Let’s not forget talented men, too: formerly the artistic director of Hartford Stage, Michael Wilson, who in the ’90s was associate artistic director of Houston’s Alley Theatre, would be a natural for that spot — or could he return to Hartford? Or New Haven? Other names mentioned include Scott Schwartz, now artistic director at Bay Street Theatre in Long Island’s Sag Harbor, who was a Hartford Stage finalist eight years ago. Maxwell Williams, associate artistic director under Wilson, is now artistic director of New Orleans’ Le Petit Theatre du Vieux Carre.
And Rob Ruggiero, producing artistic director of Hartford’s TheatreWorks and with a host of credits on Broadway and around the country, is a plum to be picked. Other names of note include director Michael Arden (Broadway’s Once on This Island) and Eric Tucker, creative force behind off-Broadway’s Bedlam.
It’s not just the status but the salary that makes the top artistic positions attractive. Over the past decade, while pay increased incrementally for actors and staffers, artistic directors have seen their income rise significantly. Edelstein’s salary and compensation for the fiscal year ending June 2017 was $228,000; for Tresnjak, $243,000. But the highest-paid nonprofit theater executive in the state is likely David Fay, CEO of the Hartford presenting house The Bushnell. For the 12-month period ending in June 2016, Fay’s salary/compensation was nearly $500,000.
EDI aside, also necessary is artistic leadership that will excite the box office — as well as major donors. Hartford Stage did well the last few hires. Wilson gave the theater a burst of energy, community focus and big ideas and initiatives. Tresnjak laid a foundation of dazzling Shakespearean productions, brought in commercially minded musicals, fostered new works and, like Wilson, attracted stars (Mikhail Baryshnikov and Kevin Bacon among them).
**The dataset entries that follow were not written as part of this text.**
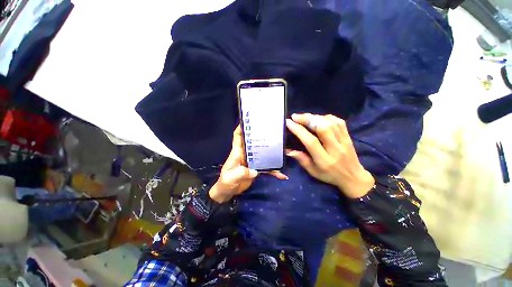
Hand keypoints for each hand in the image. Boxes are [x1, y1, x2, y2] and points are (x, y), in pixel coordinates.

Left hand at [210, 125, 286, 202]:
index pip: (238, 136)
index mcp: (237, 152)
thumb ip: (240, 173)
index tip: (250, 119)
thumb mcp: (229, 179)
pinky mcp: (256, 168)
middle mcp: (245, 154)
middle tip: (272, 131)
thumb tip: (255, 171)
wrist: (228, 193)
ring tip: (283, 150)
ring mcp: (252, 161)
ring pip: (262, 153)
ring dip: (271, 152)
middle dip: (261, 136)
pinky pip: (266, 167)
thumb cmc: (225, 184)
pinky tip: (282, 174)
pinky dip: (273, 170)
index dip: (242, 127)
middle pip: (253, 142)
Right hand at [286, 113, 374, 197]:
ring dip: (315, 117)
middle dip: (307, 119)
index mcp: (324, 160)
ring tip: (304, 117)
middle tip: (295, 116)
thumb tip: (288, 150)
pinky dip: (327, 117)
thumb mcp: (313, 172)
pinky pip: (339, 122)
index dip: (299, 130)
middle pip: (322, 128)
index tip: (289, 122)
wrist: (354, 178)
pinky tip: (319, 118)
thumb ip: (302, 160)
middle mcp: (335, 148)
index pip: (311, 141)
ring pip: (330, 123)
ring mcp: (344, 141)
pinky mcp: (348, 136)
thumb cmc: (330, 175)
But what’s next? Hartford Stage is interested in greater community engagement — but it also doesn’t want to lose its national network, legacy cachet and magnet for big names. Fundraising and new revenue streams will be increasingly vital as the old business model for nonprofit theaters — created when the regional theater movement began — is failing. And though its physical theater is finally upgraded, Hartford Stage is still limited by having a single, 500-seat theater.
Stronger connections to community is much on the minds of Long Wharf board members, too. Meanwhile, the theater is part of a consortium with New Haven’s Shubert Theatre and Albertus Magnus College that is bidding to take over a former nightclub space in downtown New Haven and turn it into a 200-seat theater and a 90-seat cabaret space.
Announcements of the two theaters’ new artistic leaders are expected around the end of the year. Then the stages will be set for further big changes.